Such were the shocking words uttered by an unnamed woman in the Bible that have throughout centuries stirred up a myriad of emotions from the readers. Some frowned at the mere thought of her and many shook their heads in disapproval whenever the story of Job is told. Some have casually called her the “devil’s advocate”, while some dubbed her with disgracing names such as “the second Eve” or the “tool of Satan”. She was depicted in many sermons as a striking contrast to her most patient and faithful husband, and many suggested that she was purposely spared by Satan in the series of unfortunate catastrophes in order that she could be used as a powerful weapon against her spiritual husband. She, in short, was none other than an “Adjutant of the devil” in the eyes of many.
Yet I could not help but to wonder whether we have been too quick to form our judgment against this unnamed woman based merely on a single statement she had made. Bear in mind that this was not a woman who was tempted by any greedy desire to be equal with God, nor was she in any way attempted to challenge the sovereignty of God in order to acquire any “knowledge of good and evil”.
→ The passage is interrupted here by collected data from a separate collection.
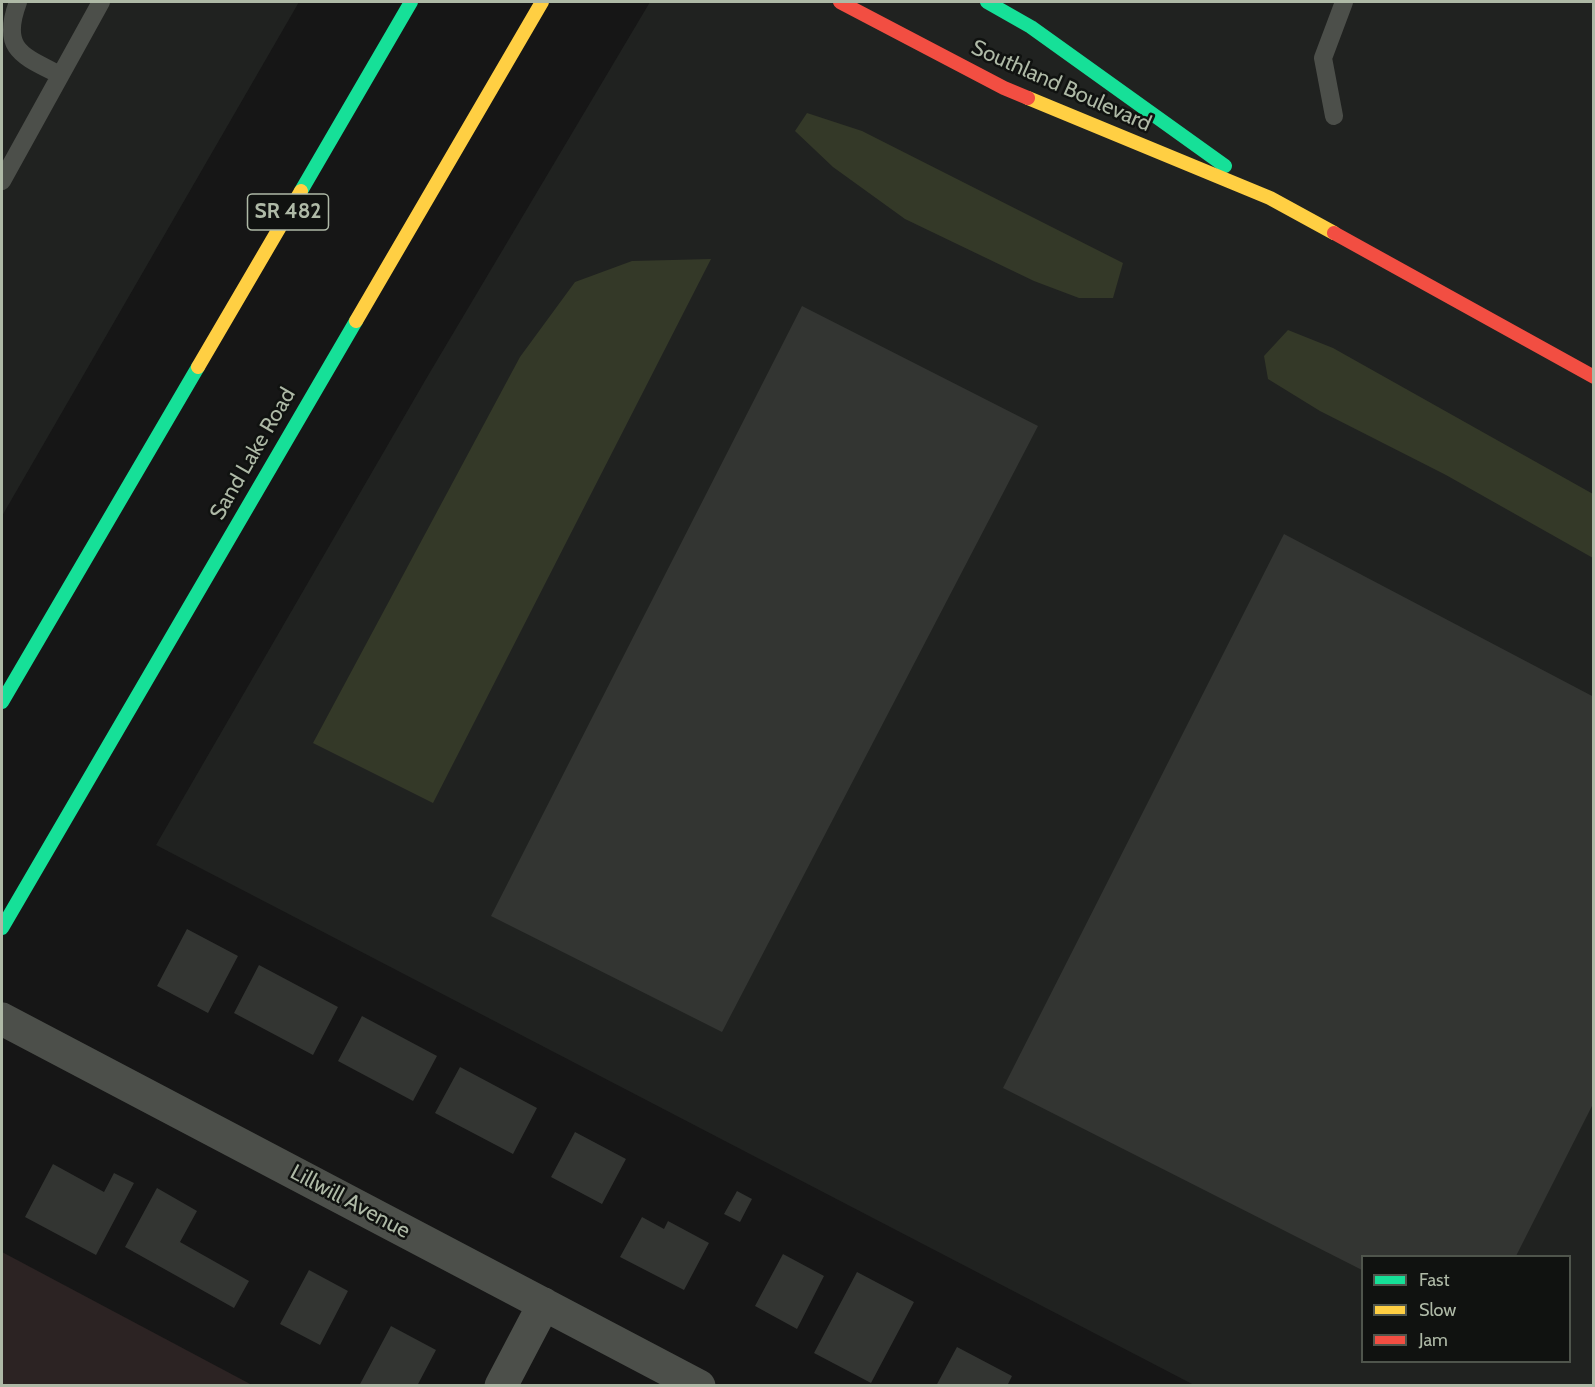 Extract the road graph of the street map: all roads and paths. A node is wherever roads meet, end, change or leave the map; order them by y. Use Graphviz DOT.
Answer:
graph roads {
  1 [pos="18,2"];
  2 [pos="101,2"];
  3 [pos="411,2"];
  4 [pos="528,2"];
  5 [pos="542,2"];
  6 [pos="840,2"];
  7 [pos="987,2"];
  8 [pos="1344,2"];
  9 [pos="514,49"];
  10 [pos="60,75"];
  11 [pos="1334,116"];
  12 [pos="2,181"];
  13 [pos="1270,198"];
  14 [pos="1593,377"];
  15 [pos="2,702"];
  16 [pos="2,928"];
  17 [pos="2,1018"];
  18 [pos="544,1304"];
  19 [pos="501,1386"];
  20 [pos="699,1386"];
  1 -- 10 [label="lane"];
  2 -- 10 [label="lane"];
  3 -- 15 [label="main road, SR 482"];
  4 -- 9 [label="main road"];
  5 -- 9 [label="main road, Sand Lake Road"];
  6 -- 13 [label="main road, Southland Boulevard"];
  7 -- 13 [label="main road, Southland Boulevard"];
  8 -- 11 [label="lane"];
  9 -- 16 [label="main road, Sand Lake Road"];
  10 -- 12 [label="lane"];
  13 -- 14 [label="main road, Southland Boulevard"];
  17 -- 18 [label="street, Lillwill Avenue"];
  18 -- 19 [label="street"];
  18 -- 20 [label="street, Lillwill Avenue"];
} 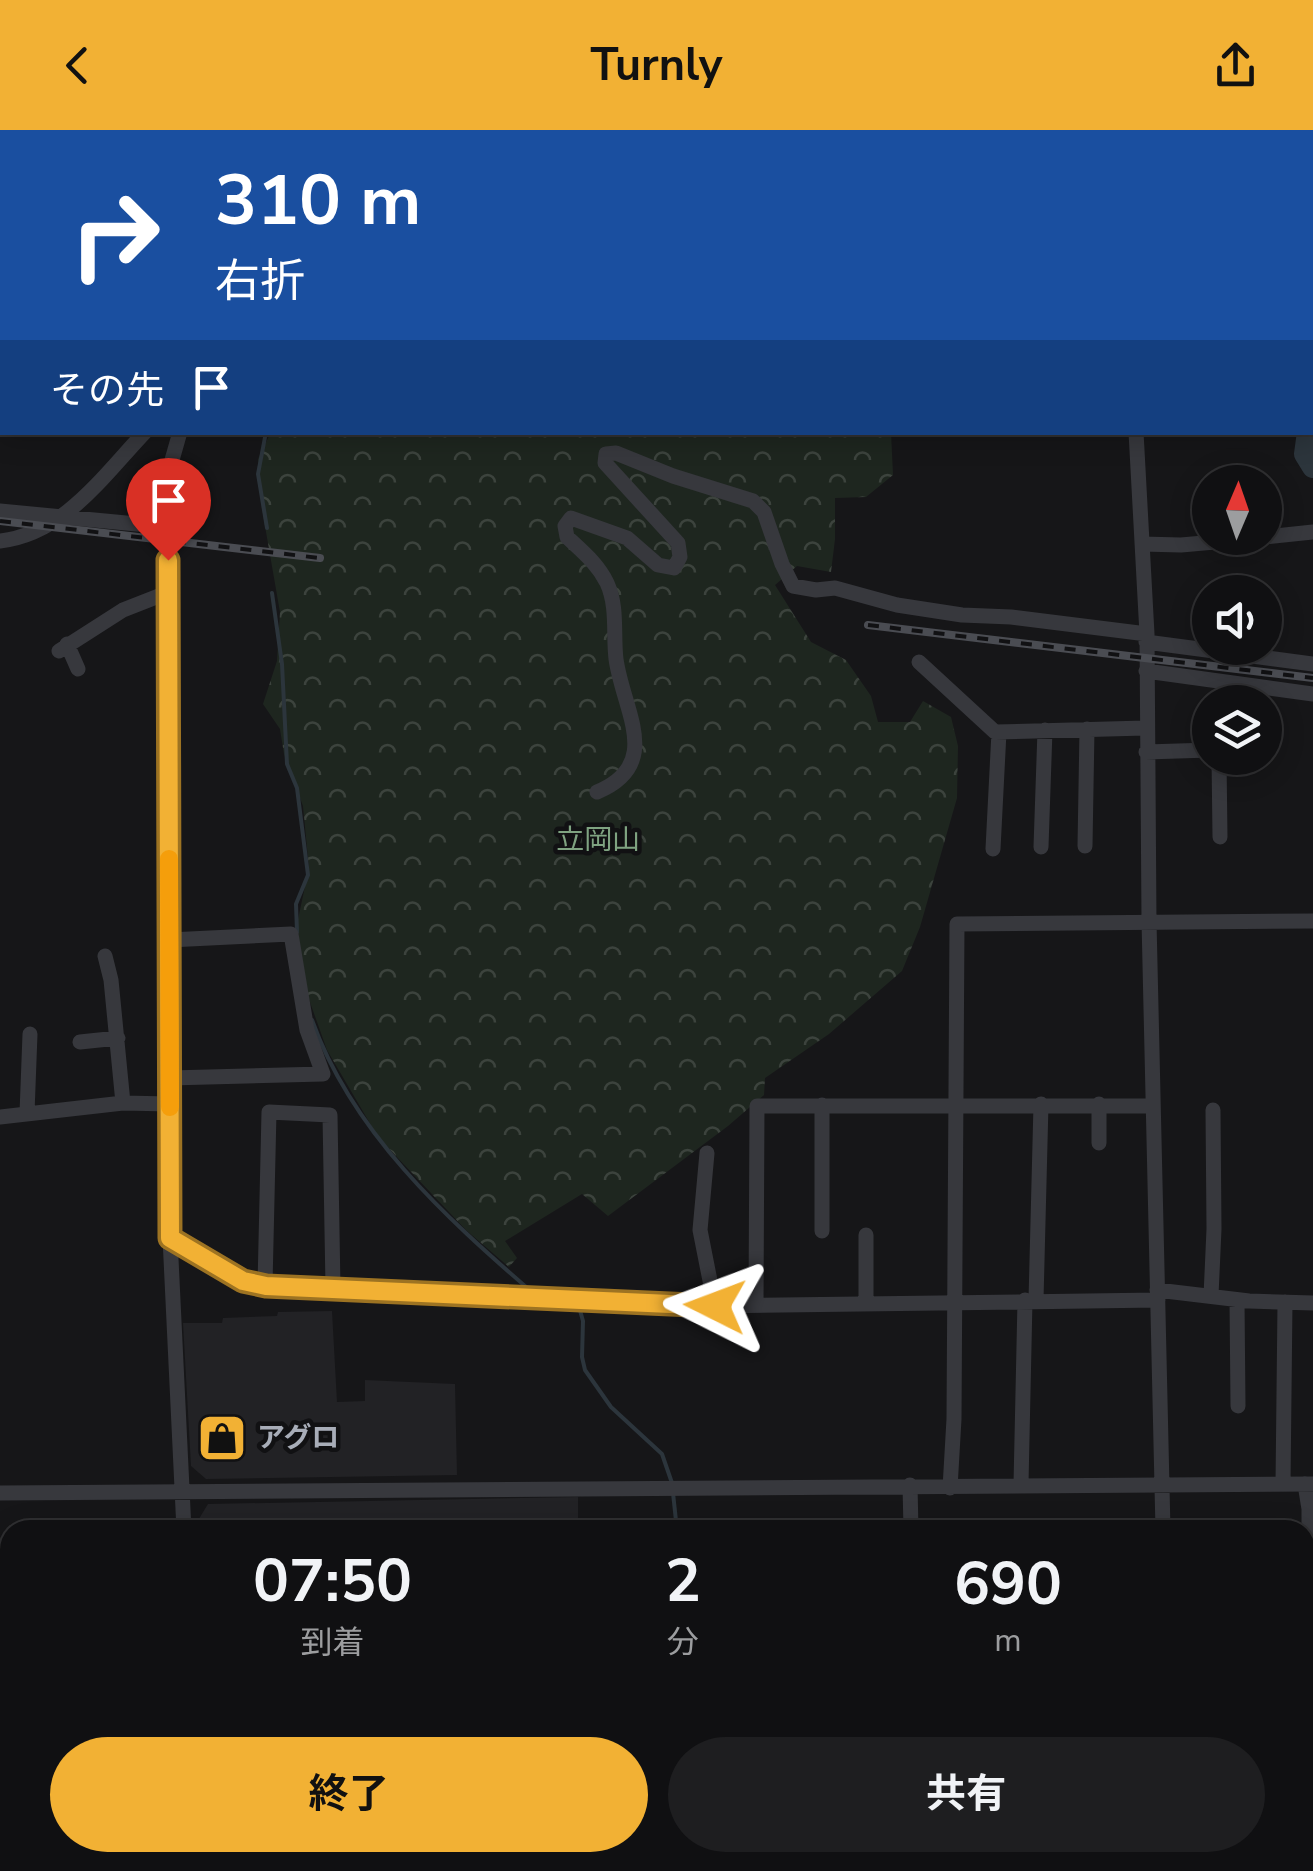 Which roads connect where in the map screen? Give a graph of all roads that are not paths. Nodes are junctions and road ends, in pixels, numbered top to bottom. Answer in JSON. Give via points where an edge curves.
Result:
{"nodes":[{"id":1,"x":143,"y":435,"type":"edge"},
{"id":2,"x":179,"y":435,"type":"edge"},
{"id":3,"x":1136,"y":435,"type":"edge"},
{"id":4,"x":0,"y":510,"type":"edge"},
{"id":5,"x":62,"y":518,"type":"junction"},
{"id":6,"x":168,"y":528,"type":"junction"},
{"id":7,"x":1313,"y":532,"type":"edge"},
{"id":8,"x":1282,"y":535,"type":"edge"},
{"id":9,"x":0,"y":541,"type":"edge"},
{"id":10,"x":1142,"y":544,"type":"junction"},
{"id":11,"x":1192,"y":544,"type":"edge"},
{"id":12,"x":170,"y":592,"type":"junction"},
{"id":13,"x":1146,"y":638,"type":"junction"},
{"id":14,"x":920,"y":662,"type":"dead end"},
{"id":15,"x":1313,"y":664,"type":"edge"},
{"id":16,"x":78,"y":669,"type":"dead end"},
{"id":17,"x":1146,"y":671,"type":"junction"},
{"id":18,"x":1313,"y":694,"type":"edge"},
{"id":19,"x":1145,"y":728,"type":"junction"},
{"id":20,"x":1087,"y":729,"type":"junction"},
{"id":21,"x":1045,"y":730,"type":"junction"},
{"id":22,"x":999,"y":732,"type":"junction"},
{"id":23,"x":1192,"y":751,"type":"edge"},
{"id":24,"x":1146,"y":752,"type":"junction"},
{"id":25,"x":1219,"y":775,"type":"edge"},
{"id":26,"x":597,"y":792,"type":"dead end"},
{"id":27,"x":1220,"y":836,"type":"dead end"},
{"id":28,"x":1038,"y":840,"type":"dead end"},
{"id":29,"x":1085,"y":846,"type":"dead end"},
{"id":30,"x":993,"y":849,"type":"dead end"},
{"id":31,"x":1149,"y":921,"type":"junction"},
{"id":32,"x":1313,"y":921,"type":"edge"},
{"id":33,"x":169,"y":940,"type":"junction"},
{"id":34,"x":105,"y":956,"type":"dead end"},
{"id":35,"x":30,"y":1034,"type":"dead end"},
{"id":36,"x":118,"y":1038,"type":"junction"},
{"id":37,"x":80,"y":1042,"type":"dead end"},
{"id":38,"x":170,"y":1078,"type":"junction"},
{"id":39,"x":123,"y":1103,"type":"junction"},
{"id":40,"x":170,"y":1104,"type":"junction"},
{"id":41,"x":1041,"y":1104,"type":"junction"},
{"id":42,"x":1100,"y":1104,"type":"junction"},
{"id":43,"x":822,"y":1105,"type":"junction"},
{"id":44,"x":955,"y":1105,"type":"junction"},
{"id":45,"x":1153,"y":1106,"type":"junction"},
{"id":46,"x":1213,"y":1110,"type":"dead end"},
{"id":47,"x":27,"y":1113,"type":"junction"},
{"id":48,"x":0,"y":1117,"type":"edge"},
{"id":49,"x":1098,"y":1143,"type":"dead end"},
{"id":50,"x":707,"y":1153,"type":"dead end"},
{"id":51,"x":822,"y":1231,"type":"dead end"},
{"id":52,"x":866,"y":1235,"type":"dead end"},
{"id":53,"x":170,"y":1238,"type":"junction"},
{"id":54,"x":266,"y":1286,"type":"junction"},
{"id":55,"x":333,"y":1288,"type":"junction"},
{"id":56,"x":1157,"y":1295,"type":"junction"},
{"id":57,"x":1211,"y":1296,"type":"junction"},
{"id":58,"x":1031,"y":1300,"type":"junction"},
{"id":59,"x":1237,"y":1300,"type":"junction"},
{"id":60,"x":955,"y":1302,"type":"junction"},
{"id":61,"x":1285,"y":1302,"type":"junction"},
{"id":62,"x":866,"y":1304,"type":"junction"},
{"id":63,"x":1313,"y":1304,"type":"edge"},
{"id":64,"x":756,"y":1305,"type":"junction"},
{"id":65,"x":715,"y":1306,"type":"junction"},
{"id":66,"x":1024,"y":1378,"type":"junction"},
{"id":67,"x":1042,"y":1378,"type":"dead end"},
{"id":68,"x":1238,"y":1406,"type":"dead end"},
{"id":69,"x":1021,"y":1484,"type":"junction"},
{"id":70,"x":1162,"y":1484,"type":"junction"},
{"id":71,"x":1283,"y":1484,"type":"junction"},
{"id":72,"x":1309,"y":1484,"type":"edge"},
{"id":73,"x":910,"y":1486,"type":"junction"},
{"id":74,"x":950,"y":1488,"type":"junction"},
{"id":75,"x":0,"y":1493,"type":"edge"},
{"id":76,"x":182,"y":1494,"type":"junction"},
{"id":77,"x":183,"y":1520,"type":"edge"},
{"id":78,"x":911,"y":1520,"type":"edge"},
{"id":79,"x":1164,"y":1520,"type":"edge"},
{"id":80,"x":1310,"y":1520,"type":"edge"}],
"edges":[{"from":1,"to":5,"type":"street"},
{"from":2,"to":6,"type":"street","via":[[170,467]]},
{"from":3,"to":10,"type":"street"},
{"from":4,"to":5,"type":"street"},
{"from":5,"to":6,"type":"street"},
{"from":5,"to":9,"type":"street","via":[[24,538]]},
{"from":6,"to":12,"type":"street"},
{"from":7,"to":8,"type":"street"},
{"from":10,"to":11,"type":"street"},
{"from":10,"to":13,"type":"street"},
{"from":12,"to":16,"type":"street","via":[[123,610],[63,647]]},
{"from":12,"to":33,"type":"street"},
{"from":13,"to":15,"type":"street"},
{"from":13,"to":17,"type":"street"},
{"from":13,"to":26,"type":"street","via":[[793,586],[764,512],[753,501],[606,454],[604,463],[678,543],[680,558],[674,568],[658,565],[628,538],[571,518],[565,526],[567,538],[596,564],[614,604],[616,660],[636,740],[618,784]]},
{"from":14,"to":22,"type":"street"},
{"from":17,"to":18,"type":"street"},
{"from":17,"to":19,"type":"street"},
{"from":19,"to":20,"type":"street"},
{"from":19,"to":24,"type":"street"},
{"from":20,"to":21,"type":"street"},
{"from":20,"to":29,"type":"street","via":[[1079,790]]},
{"from":21,"to":22,"type":"street"},
{"from":21,"to":28,"type":"street"},
{"from":22,"to":30,"type":"street","via":[[990,791]]},
{"from":23,"to":24,"type":"street"},
{"from":24,"to":31,"type":"street"},
{"from":25,"to":27,"type":"street"},
{"from":31,"to":32,"type":"street"},
{"from":31,"to":44,"type":"street","via":[[957,924]]},
{"from":31,"to":45,"type":"street"},
{"from":33,"to":38,"type":"street"},
{"from":33,"to":38,"type":"street","via":[[290,934],[307,1030],[323,1074]]},
{"from":34,"to":36,"type":"street"},
{"from":35,"to":47,"type":"street"},
{"from":36,"to":37,"type":"street"},
{"from":36,"to":39,"type":"street"},
{"from":38,"to":40,"type":"street"},
{"from":39,"to":40,"type":"street"},
{"from":39,"to":47,"type":"street"},
{"from":40,"to":53,"type":"street"},
{"from":41,"to":42,"type":"street"},
{"from":41,"to":44,"type":"street"},
{"from":41,"to":58,"type":"street"},
{"from":42,"to":45,"type":"street"},
{"from":42,"to":49,"type":"street"},
{"from":43,"to":44,"type":"street"},
{"from":43,"to":51,"type":"street"},
{"from":43,"to":64,"type":"street","via":[[757,1106]]},
{"from":44,"to":60,"type":"street"},
{"from":45,"to":56,"type":"street"},
{"from":46,"to":57,"type":"street","via":[[1218,1198],[1208,1250]]},
{"from":47,"to":48,"type":"street"},
{"from":50,"to":65,"type":"street","via":[[700,1230]]},
{"from":52,"to":62,"type":"street"},
{"from":53,"to":54,"type":"street","via":[[243,1281]]},
{"from":53,"to":76,"type":"street"},
{"from":54,"to":55,"type":"street"},
{"from":54,"to":55,"type":"street","via":[[269,1112],[284,1112],[330,1115]]},
{"from":55,"to":65,"type":"street"},
{"from":56,"to":57,"type":"street"},
{"from":56,"to":58,"type":"street"},
{"from":56,"to":70,"type":"street"},
{"from":57,"to":59,"type":"street"},
{"from":58,"to":60,"type":"street"},
{"from":58,"to":66,"type":"street"},
{"from":59,"to":61,"type":"street"},
{"from":59,"to":68,"type":"street"},
{"from":60,"to":62,"type":"street"},
{"from":60,"to":74,"type":"street"},
{"from":61,"to":63,"type":"street"},
{"from":61,"to":71,"type":"street"},
{"from":62,"to":64,"type":"street"},
{"from":64,"to":65,"type":"street"},
{"from":66,"to":67,"type":"street"},
{"from":66,"to":69,"type":"street"},
{"from":69,"to":70,"type":"street"},
{"from":69,"to":74,"type":"street"},
{"from":70,"to":71,"type":"street"},
{"from":70,"to":79,"type":"street"},
{"from":71,"to":72,"type":"street"},
{"from":72,"to":80,"type":"street"},
{"from":73,"to":74,"type":"street"},
{"from":73,"to":76,"type":"street"},
{"from":73,"to":78,"type":"street"},
{"from":75,"to":76,"type":"street"},
{"from":76,"to":77,"type":"street"}]}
This was the woman who had endured the excruciating grief of the deaths of ten children all in a day time. A string of dramatic occurrences then cruelly took away all her family livestock, once again, on the very same day. As if such unusual encounters were not tragic enough, her husband then contracted the terrifying disease of leprosy, in which she was compelled to witness the strange development of infected boils all over Job’s body, from the “sole of his foot to the crown of his head”. While she silently watched the completely worn-out Job scraping his sores with broken pottery and ashes in his almost futile attempt to alleviate the pain, she slowly recalled those strange calamities which befell her God- fearing husband, till she reached the point that she could withhold her anger no more but to scream out her unbearable anguish- “Curse God and die!”
In the Old Testament, we read that “Through the Lords mercies we are not consumed, Because His compassions fail not. They are new every morning; Great is Your faithfulness” (Lamentations 3:22-23). In the New Testament, we learned that God is “longsuffering toward us, not willing that any should perish but that all should come to repentance” (2 Peter 3:9). Like a prodigal son and a lost sheep that went temporarily astray, I believe that on the day when God restored their fortunes and bestowed them with blessings more than the beginning, Job’s wife must have truly regretted her lacking of trust in the time of adversity, and subsequently renewed her faith in the ever-merciful and all-knowing God.
I pray that on that future day when we are to meet Job’s wife in heaven (which I verily believe that we will), instead of looking at her despicably or pointing an accusing finger at her, we can just gently shake her hand and tell her how much we can relate our own earthly experiences to her sufferings, and how, we too, have thousand reasons to give thanks to the God of all wisdom for every tribulation and trial that He has allowed us to endure.